C’est
septième film de Xavier Dolan, qui s’offre Hollywood, un tournage en anglais,
servi par des stars : Susan Sarandon, Nathalie Portman, Kathy Bates, Jessica
Chastain (enfin… on va y revenir) et pour le casting masculin, Kit Harington,
que seuls les fidèles de la série GAME ON THRONES connaissent, parce qu’à part
ça…
Le
film est traité en flash-back, sur deux époques. On commence par Rupert Turner,
jeune acteur qui publie sa correspondance. Une liaison épistolaire (et pis c’est
tout) lorsqu’il était gamin, avec un acteur célèbre de série
télévisée dont il était fan : John F. Donovan. Qui vient de mourir. La presse s’empare du cas, Rupert Turner donne une interview à une journaliste, à qui il raconte son histoire...
Le
film a été difficile à produire.
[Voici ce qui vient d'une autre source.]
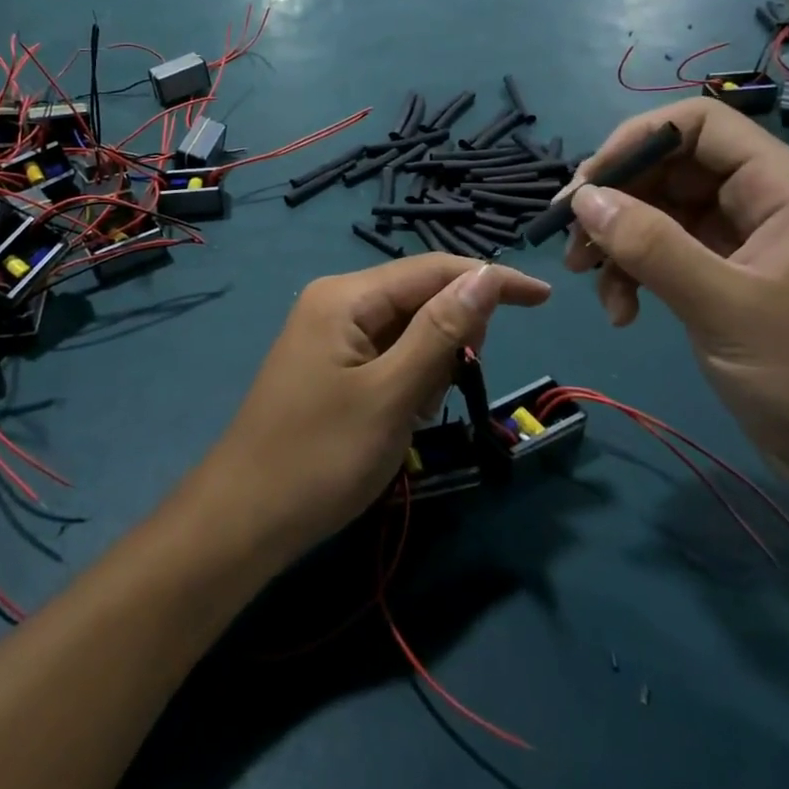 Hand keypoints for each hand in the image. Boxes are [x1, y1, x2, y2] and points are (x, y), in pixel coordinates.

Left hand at [199, 256, 550, 563]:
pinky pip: (386, 355)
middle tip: (451, 386)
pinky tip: (396, 418)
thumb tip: (488, 275)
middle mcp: (337, 302)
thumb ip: (441, 331)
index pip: (434, 269)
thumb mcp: (392, 395)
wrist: (244, 519)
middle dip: (451, 335)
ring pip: (407, 330)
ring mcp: (330, 334)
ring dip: (429, 365)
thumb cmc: (320, 457)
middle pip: (419, 297)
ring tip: (413, 414)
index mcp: (346, 296)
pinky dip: (407, 381)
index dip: (491, 279)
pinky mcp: (330, 365)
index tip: (544, 300)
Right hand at [563, 98, 788, 510]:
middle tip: (573, 242)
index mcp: (783, 188)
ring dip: (619, 242)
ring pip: (662, 213)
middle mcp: (763, 203)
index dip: (636, 141)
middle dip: (617, 200)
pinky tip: (623, 313)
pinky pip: (669, 254)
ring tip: (589, 282)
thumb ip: (650, 246)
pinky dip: (637, 274)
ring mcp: (745, 243)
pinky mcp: (731, 280)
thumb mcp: (724, 308)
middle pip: (671, 168)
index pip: (698, 124)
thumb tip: (582, 198)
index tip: (588, 186) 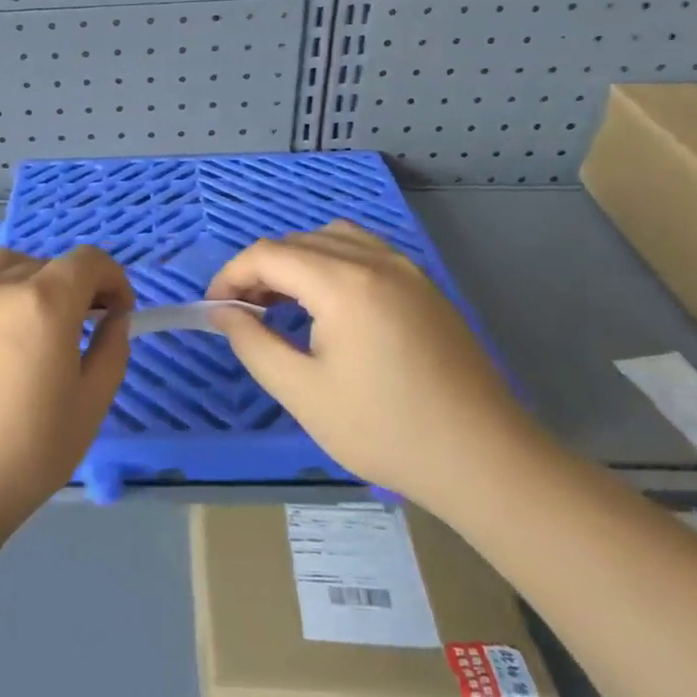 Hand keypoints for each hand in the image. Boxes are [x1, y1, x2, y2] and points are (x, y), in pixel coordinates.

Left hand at [0, 246, 133, 538]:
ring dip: (22, 280)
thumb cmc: (24, 457)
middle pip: (44, 264)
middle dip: (70, 288)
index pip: (88, 261)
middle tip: (73, 329)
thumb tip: (114, 317)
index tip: (116, 311)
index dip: (112, 279)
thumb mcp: (89, 408)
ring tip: (23, 319)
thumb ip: (111, 351)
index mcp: (44, 304)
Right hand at [206, 221, 537, 501]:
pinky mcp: (424, 286)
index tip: (215, 309)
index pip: (268, 254)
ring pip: (332, 238)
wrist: (482, 458)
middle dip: (260, 269)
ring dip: (296, 261)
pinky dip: (331, 263)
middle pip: (298, 242)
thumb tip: (223, 312)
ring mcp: (406, 269)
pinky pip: (364, 251)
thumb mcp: (302, 392)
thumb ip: (252, 343)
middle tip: (243, 313)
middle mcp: (375, 261)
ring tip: (282, 303)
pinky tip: (329, 304)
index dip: (231, 275)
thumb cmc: (384, 429)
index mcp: (344, 283) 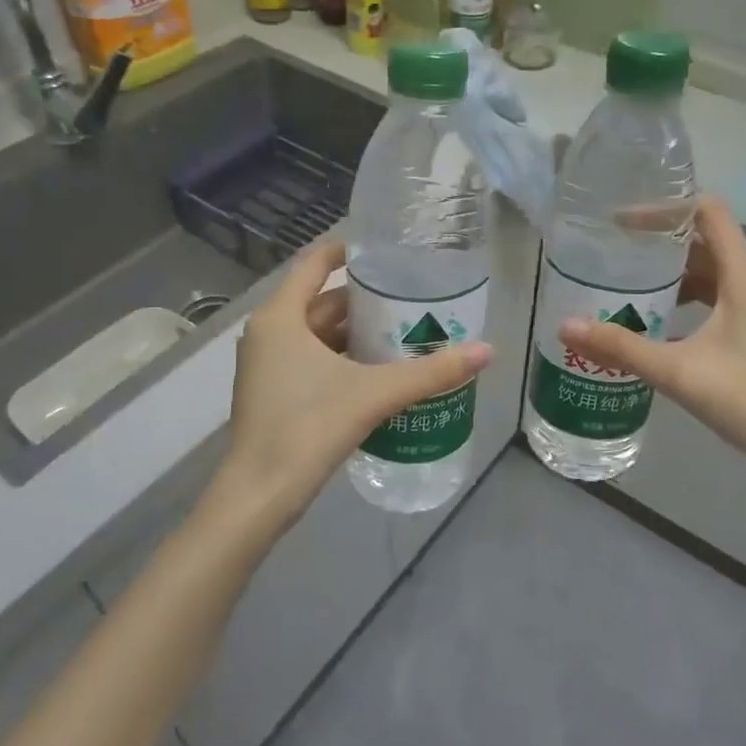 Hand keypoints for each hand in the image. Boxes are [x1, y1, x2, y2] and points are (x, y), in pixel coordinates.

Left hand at [201, 239, 491, 543]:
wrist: (260, 495)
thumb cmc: (308, 428)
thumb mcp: (373, 394)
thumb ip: (429, 373)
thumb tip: (486, 350)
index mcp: (281, 317)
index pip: (314, 264)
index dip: (348, 251)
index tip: (386, 249)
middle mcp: (269, 333)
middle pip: (321, 301)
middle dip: (364, 299)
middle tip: (411, 295)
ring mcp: (267, 364)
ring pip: (317, 333)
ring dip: (355, 331)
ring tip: (403, 328)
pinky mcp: (273, 392)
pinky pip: (312, 358)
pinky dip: (342, 356)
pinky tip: (378, 368)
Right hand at [558, 198, 745, 491]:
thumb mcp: (680, 372)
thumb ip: (622, 348)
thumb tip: (566, 326)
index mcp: (744, 276)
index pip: (708, 211)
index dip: (665, 207)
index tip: (622, 221)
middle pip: (706, 239)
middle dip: (660, 240)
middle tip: (614, 249)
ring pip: (711, 271)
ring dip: (672, 272)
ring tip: (627, 283)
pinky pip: (716, 298)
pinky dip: (686, 299)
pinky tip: (656, 323) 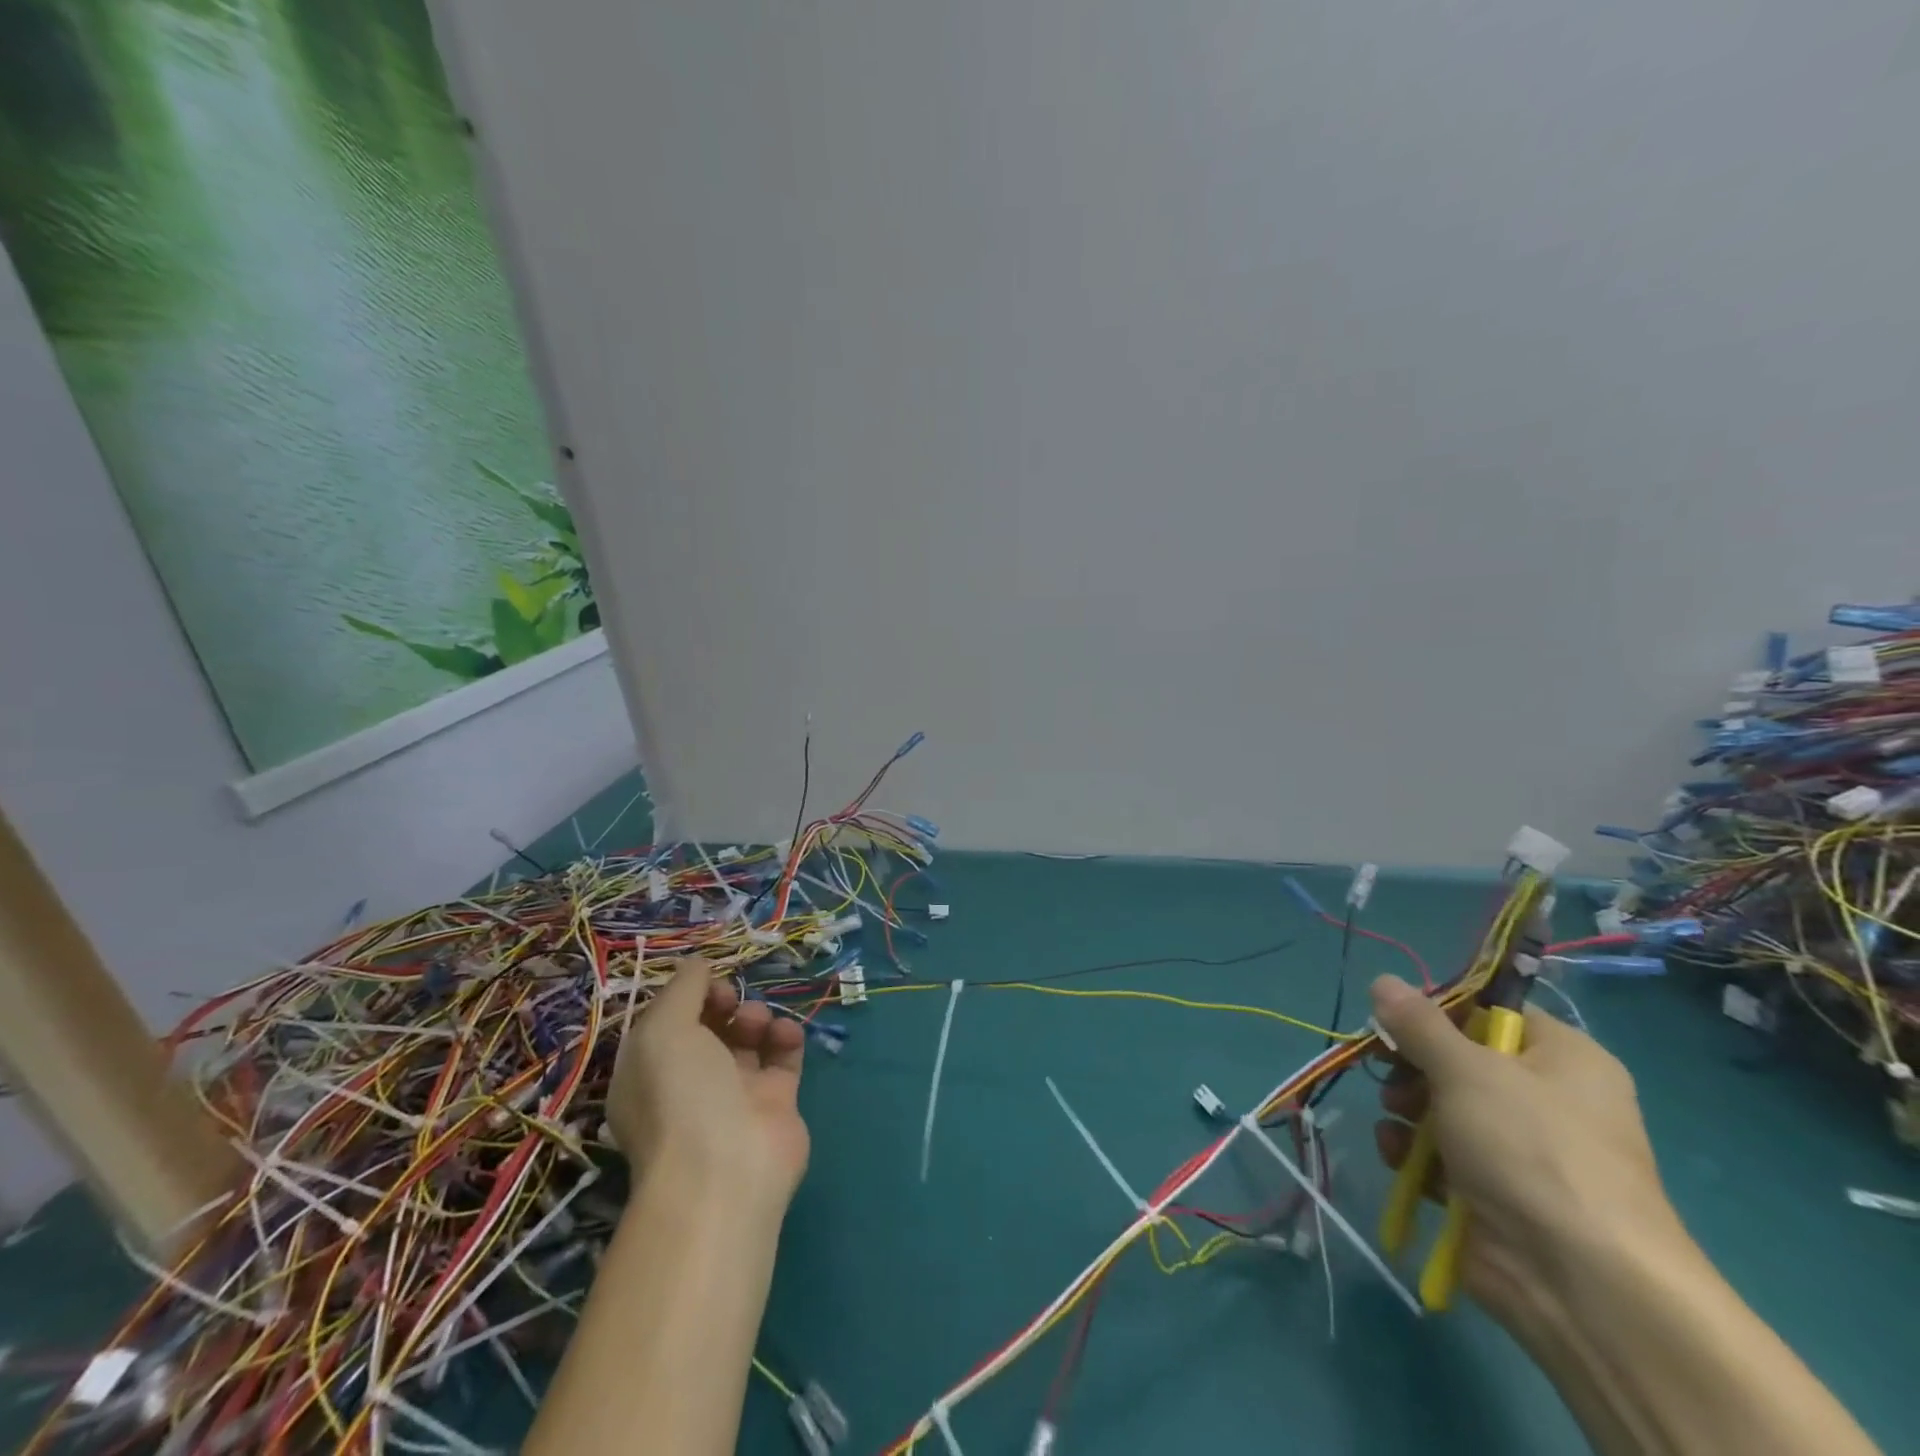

Un long tournage, et au final un premier
montage de plus de quatre heures, refusé par les producteurs. Le film qui
devait aller à Cannes, n’ira donc pas, Xavier Dolan étant prié de revoir sa copie. Il n'a pas d'autre choix que de couper au montage le rôle de Jessica Chastain (journaliste people odieuse, qui servait à dénoncer le ravage des ragots dans la Mecque du cinéma) qui
disparait de l’écran victime des coups de ciseaux, et avec elle, un pan entier de l'intrigue... La fresque sur le monde du cinéma, la célébrité, les
coulisses nauséabondes du métier, est réduite de moitié. Cimino (LA PORTE DU PARADIS) et Peckinpah (PAT GARRETT) sont passés par là aussi...
John
F. Donovan est adulé des foules, des femmes, et cache son homosexualité. Sa fiancée officielle est juste une amie qui fait paravent aux ragots. Xavier
Dolan en dit beaucoup sur lui-même, à ce propos, de même qu’on le retrouve
aussi à travers le personnage du jeune Rupert Turner, puisque Dolan avouait - alors qu’il
était lui-même un acteur-enfant - avoir écrit à Léonardo Di Caprio, en pleine
vague TITANIC. Un film très personnel, donc, mais j’allais dire, comme d’habitude
chez le cinéaste canadien. Outre les coulisses du métier (Kathy Bates joue l'agent de Donavan, mais on la voit si peu...) avec des scènes
de tournage, on retrouve le grand thème de Dolan, l’enfant en marge, incompris,
différent. Les camarades de Rupert se moquent de lui, le harcèlent, sa maitresse doute de son histoire,
dont il fait un exposé à l’école.
La
figure maternelle est toujours très présente dans les films de Dolan. Elles sont deux, ici. Et
ce sont sans doute les scènes les plus réussies, Nathalie Portman jouant la
mère de Rupert, et Susan Sarandon, celle de JF Donavan. On retrouve aussi les
scènes dites d’hystérie (on sent toujours le cinéma de Pialat) où les personnages dans une pièce se hurlent dessus, sentiments toujours
exacerbés, lyriques (avec la musique à donf qui va avec) et en contre point,
ces moments de bonheur, d’ivresse de vivre, autour de chansons. Sauf qu'on ne retrouve pratiquement que cela, dans une cuisine, une salle de bain, un séjour... La bande son
convoque plein de monde, de Adèle pour le début, Pink, Green Day, Cat Power ou Dalida, et The Verve pour le final.
Bref,
on a envie de dire : rien de très nouveau. Et c’est là que le bât blesse,
car on a à l’écran un empilement de scènes best-of Dolan, des trucs qu’il
maitrise, mais dont il ne semble pas pouvoir sortir. Dans une interview il disait
avoir envie de tout filmer, du western comme de la SF, mais pour le moment, il
reste dans son chemin balisé. Il y avait sans doute plus d’envergure
dans ce projet à l'origine, mais avec un montage réduit de moitié, qu’en reste-t-il ? On
sent que c’est bancal, des trucs arrivent sans prévenir, des idées fusent sans
aboutir, à commencer par l’idée de départ, cette correspondance clandestine
entre un acteur célèbre et un gamin.
Jamais
on nous en explique le principe réel (est-ce vrai ou fantasmé, on aurait
presque voulu que ce soit faux !), les tenants et aboutissants, ou alors
trop peu. Rupert a 11 ans quand lors que la correspondance s’arrête.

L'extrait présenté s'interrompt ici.